Assigned task —
Every single entry that follows is to be retyped exactly.

Collected data
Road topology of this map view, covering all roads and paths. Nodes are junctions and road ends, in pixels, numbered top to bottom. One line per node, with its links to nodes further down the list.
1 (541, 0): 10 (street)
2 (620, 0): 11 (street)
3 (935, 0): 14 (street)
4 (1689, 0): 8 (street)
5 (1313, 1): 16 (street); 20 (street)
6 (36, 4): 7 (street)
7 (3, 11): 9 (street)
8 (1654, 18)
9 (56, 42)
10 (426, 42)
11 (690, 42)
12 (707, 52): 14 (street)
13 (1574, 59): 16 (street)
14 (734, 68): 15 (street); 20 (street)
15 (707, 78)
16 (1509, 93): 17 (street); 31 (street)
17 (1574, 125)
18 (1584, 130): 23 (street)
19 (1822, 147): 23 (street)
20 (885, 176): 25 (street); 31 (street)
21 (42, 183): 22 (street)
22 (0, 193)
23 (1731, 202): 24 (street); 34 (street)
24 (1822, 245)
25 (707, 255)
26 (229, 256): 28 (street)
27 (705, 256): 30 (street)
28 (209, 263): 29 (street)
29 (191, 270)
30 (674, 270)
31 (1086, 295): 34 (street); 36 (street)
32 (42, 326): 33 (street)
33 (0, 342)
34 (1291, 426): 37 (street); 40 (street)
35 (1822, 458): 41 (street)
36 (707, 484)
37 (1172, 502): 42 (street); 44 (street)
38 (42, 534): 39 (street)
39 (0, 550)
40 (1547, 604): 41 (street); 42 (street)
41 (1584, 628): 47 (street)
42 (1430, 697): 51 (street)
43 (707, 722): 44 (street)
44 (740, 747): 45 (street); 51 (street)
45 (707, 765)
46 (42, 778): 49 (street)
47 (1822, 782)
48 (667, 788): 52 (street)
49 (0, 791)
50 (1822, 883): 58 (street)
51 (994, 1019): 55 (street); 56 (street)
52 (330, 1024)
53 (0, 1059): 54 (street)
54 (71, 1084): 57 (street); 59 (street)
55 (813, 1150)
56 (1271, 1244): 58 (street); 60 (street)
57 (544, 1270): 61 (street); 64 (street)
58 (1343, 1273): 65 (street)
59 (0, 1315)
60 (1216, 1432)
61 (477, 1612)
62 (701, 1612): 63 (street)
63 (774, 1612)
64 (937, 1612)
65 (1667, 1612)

Your response —
Road topology of this map view, covering all roads and paths. Nodes are junctions and road ends, in pixels, numbered top to bottom. One line per node, with its links to nodes further down the list.
1 (541, 0): 10 (street)
2 (620, 0): 11 (street)
3 (935, 0): 14 (street)
4 (1689, 0): 8 (street)
5 (1313, 1): 16 (street); 20 (street)
6 (36, 4): 7 (street)
7 (3, 11): 9 (street)
8 (1654, 18)
9 (56, 42)
10 (426, 42)
11 (690, 42)
12 (707, 52): 14 (street)
13 (1574, 59): 16 (street)
14 (734, 68): 15 (street); 20 (street)
15 (707, 78)
16 (1509, 93): 17 (street); 31 (street)
17 (1574, 125)
18 (1584, 130): 23 (street)
19 (1822, 147): 23 (street)
20 (885, 176): 25 (street); 31 (street)
21 (42, 183): 22 (street)
22 (0, 193)
23 (1731, 202): 24 (street); 34 (street)
24 (1822, 245)
25 (707, 255)
26 (229, 256): 28 (street)
27 (705, 256): 30 (street)
28 (209, 263): 29 (street)
29 (191, 270)
30 (674, 270)
31 (1086, 295): 34 (street); 36 (street)
32 (42, 326): 33 (street)
33 (0, 342)
34 (1291, 426): 37 (street); 40 (street)
35 (1822, 458): 41 (street)
36 (707, 484)
37 (1172, 502): 42 (street); 44 (street)
38 (42, 534): 39 (street)
39 (0, 550)
40 (1547, 604): 41 (street); 42 (street)
41 (1584, 628): 47 (street)
42 (1430, 697): 51 (street)
43 (707, 722): 44 (street)
44 (740, 747): 45 (street); 51 (street)
45 (707, 765)
46 (42, 778): 49 (street)
47 (1822, 782)
48 (667, 788): 52 (street)
49 (0, 791)
50 (1822, 883): 58 (street)
51 (994, 1019): 55 (street); 56 (street)
52 (330, 1024)
53 (0, 1059): 54 (street)
54 (71, 1084): 57 (street); 59 (street)
55 (813, 1150)
56 (1271, 1244): 58 (street); 60 (street)
57 (544, 1270): 61 (street); 64 (street)
58 (1343, 1273): 65 (street)
59 (0, 1315)
60 (1216, 1432)
61 (477, 1612)
62 (701, 1612): 63 (street)
63 (774, 1612)
64 (937, 1612)
65 (1667, 1612)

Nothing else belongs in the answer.